FGF2 is found at the outer surface of EVs secreted by dermal fibroblasts cultured in FGF2-containing medium. (A) FGF2, syntenin-1 and CD63 expression in DF cells and EV lysate (20 μg) was examined by western blot. Three isoforms of endogenous FGF2 were present in DF cells while FGF2-EVs contained the low molecular weight FGF2 isoform corresponding to recombinant FGF2. Original blots are shown in Suppl. Information. (B) Cells were cultured in the presence of His-tagged FGF2; western blot with 15 μg lysate and using anti-His antibody revealed the presence of His-FGF2 in secreted EVs. A shift in FGF2 size was also observed. Syntenin-1 was used as EV marker. Original blots are shown in Suppl. Information. (C) FGF2-EVs were loaded on a SEC column and collected fractions 8 and 9 (3E + 9p) were analyzed by western blot using antibodies for FGF2 and the EV markers CD63, CD81 and syntenin-1. Original blots are shown in Suppl.

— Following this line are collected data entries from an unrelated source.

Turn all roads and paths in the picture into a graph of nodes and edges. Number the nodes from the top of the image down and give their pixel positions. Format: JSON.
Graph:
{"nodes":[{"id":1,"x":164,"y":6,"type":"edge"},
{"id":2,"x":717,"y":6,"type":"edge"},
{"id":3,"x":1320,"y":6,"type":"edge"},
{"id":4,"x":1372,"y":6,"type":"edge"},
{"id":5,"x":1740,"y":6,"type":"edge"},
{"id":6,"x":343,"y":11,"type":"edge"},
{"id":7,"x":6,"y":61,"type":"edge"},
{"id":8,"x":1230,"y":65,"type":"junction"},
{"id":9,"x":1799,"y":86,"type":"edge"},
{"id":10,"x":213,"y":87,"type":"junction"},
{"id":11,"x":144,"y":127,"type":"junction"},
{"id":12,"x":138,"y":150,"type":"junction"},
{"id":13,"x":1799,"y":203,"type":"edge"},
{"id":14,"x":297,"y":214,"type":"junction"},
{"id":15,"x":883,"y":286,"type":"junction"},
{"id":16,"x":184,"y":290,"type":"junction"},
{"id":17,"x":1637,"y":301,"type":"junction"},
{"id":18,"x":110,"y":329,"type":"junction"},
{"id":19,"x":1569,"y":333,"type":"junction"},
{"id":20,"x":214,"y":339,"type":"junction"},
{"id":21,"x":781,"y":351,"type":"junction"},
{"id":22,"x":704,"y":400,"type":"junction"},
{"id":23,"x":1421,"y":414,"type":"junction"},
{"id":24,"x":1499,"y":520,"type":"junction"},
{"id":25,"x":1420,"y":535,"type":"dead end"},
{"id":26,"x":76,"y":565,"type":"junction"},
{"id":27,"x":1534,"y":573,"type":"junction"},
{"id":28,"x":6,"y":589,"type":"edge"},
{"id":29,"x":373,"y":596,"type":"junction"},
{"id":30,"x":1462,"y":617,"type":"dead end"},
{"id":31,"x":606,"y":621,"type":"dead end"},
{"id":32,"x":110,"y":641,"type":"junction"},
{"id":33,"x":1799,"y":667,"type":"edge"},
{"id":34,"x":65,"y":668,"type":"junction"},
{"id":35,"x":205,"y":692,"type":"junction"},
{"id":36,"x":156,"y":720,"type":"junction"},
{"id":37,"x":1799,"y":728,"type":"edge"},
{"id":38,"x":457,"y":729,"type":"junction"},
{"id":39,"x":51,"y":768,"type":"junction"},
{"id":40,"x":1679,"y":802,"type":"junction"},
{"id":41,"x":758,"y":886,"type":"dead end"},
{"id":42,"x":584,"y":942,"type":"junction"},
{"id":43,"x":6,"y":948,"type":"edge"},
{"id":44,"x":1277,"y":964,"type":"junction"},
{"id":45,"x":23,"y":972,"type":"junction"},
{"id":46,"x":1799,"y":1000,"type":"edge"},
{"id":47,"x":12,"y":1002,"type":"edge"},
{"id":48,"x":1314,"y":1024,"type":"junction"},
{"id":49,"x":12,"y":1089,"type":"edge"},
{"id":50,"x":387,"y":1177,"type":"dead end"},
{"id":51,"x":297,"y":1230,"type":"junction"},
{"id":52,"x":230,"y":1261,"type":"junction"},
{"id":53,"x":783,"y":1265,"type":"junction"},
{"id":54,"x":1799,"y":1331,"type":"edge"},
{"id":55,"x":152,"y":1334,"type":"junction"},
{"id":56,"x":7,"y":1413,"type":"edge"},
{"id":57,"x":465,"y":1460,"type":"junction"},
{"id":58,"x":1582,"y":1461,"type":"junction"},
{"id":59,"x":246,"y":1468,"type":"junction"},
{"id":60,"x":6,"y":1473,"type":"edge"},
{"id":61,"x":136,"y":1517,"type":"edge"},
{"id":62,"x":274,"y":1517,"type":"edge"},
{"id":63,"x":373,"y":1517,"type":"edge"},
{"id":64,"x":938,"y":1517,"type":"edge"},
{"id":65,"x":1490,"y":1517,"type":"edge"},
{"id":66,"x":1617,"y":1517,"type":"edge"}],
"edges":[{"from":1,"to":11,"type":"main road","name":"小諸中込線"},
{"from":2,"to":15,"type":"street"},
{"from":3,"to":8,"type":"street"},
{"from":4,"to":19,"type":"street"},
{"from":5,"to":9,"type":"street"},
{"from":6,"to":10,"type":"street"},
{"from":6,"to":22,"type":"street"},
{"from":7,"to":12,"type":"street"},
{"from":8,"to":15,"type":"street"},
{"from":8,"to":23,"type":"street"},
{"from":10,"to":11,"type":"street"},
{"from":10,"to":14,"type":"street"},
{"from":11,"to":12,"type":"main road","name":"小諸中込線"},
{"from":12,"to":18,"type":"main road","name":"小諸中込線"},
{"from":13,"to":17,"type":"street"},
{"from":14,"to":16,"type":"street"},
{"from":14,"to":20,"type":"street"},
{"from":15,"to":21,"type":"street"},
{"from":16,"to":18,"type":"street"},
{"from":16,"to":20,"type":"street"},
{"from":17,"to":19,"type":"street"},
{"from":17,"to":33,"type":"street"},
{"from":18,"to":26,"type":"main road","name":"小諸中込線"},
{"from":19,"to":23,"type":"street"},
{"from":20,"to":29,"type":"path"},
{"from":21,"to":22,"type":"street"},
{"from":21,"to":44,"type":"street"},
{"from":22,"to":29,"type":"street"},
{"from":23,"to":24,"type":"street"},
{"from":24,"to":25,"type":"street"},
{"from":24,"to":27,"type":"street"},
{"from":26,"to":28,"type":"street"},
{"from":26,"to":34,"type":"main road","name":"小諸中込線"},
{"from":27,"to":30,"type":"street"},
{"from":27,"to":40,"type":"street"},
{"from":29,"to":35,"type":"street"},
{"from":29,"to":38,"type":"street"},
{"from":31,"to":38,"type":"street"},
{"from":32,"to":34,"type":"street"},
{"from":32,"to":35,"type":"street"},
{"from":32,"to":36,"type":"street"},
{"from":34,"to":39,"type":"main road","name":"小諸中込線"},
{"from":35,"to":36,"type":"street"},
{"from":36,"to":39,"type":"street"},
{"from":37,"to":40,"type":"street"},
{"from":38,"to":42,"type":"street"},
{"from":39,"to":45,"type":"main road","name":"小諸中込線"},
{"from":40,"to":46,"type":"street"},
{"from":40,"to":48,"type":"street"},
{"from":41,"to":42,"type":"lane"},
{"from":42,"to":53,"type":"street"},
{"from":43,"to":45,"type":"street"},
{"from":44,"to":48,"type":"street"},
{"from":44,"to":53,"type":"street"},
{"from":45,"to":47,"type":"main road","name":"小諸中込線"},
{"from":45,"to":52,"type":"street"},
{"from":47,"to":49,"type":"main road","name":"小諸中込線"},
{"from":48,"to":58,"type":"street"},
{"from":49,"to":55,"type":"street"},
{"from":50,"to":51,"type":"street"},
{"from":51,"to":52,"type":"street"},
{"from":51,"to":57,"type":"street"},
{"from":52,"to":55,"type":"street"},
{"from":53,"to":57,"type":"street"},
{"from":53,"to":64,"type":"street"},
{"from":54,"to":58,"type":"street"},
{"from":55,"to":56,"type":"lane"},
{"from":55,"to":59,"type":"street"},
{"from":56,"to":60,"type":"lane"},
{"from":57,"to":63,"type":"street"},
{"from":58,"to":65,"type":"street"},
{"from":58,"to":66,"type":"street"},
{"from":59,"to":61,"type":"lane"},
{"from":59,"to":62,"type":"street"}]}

Information. For quantification, fractions were also analyzed by NTA. (D) FGF2 detection in FGF2-EVs by ELISA assay. Intact CTL- and FGF2-EVs (8E + 8p) were directly placed on FGF2 ELISA wells for external surface detection. FGF2-EVs were also treated with 0.1% triton and analyzed to detect internal FGF2. No FGF2 signal was detected in CTL-EVs. (E) FGF2 expression on FGF2-EVs was detected by flow cytometry. EVs were coupled to latex beads and labeled with FGF2 antibody before analysis by cytometry. Beads without EVs (beads) and beads labelled with goat IgG antibody (IgG) serve as negative controls. A representative plot is shown.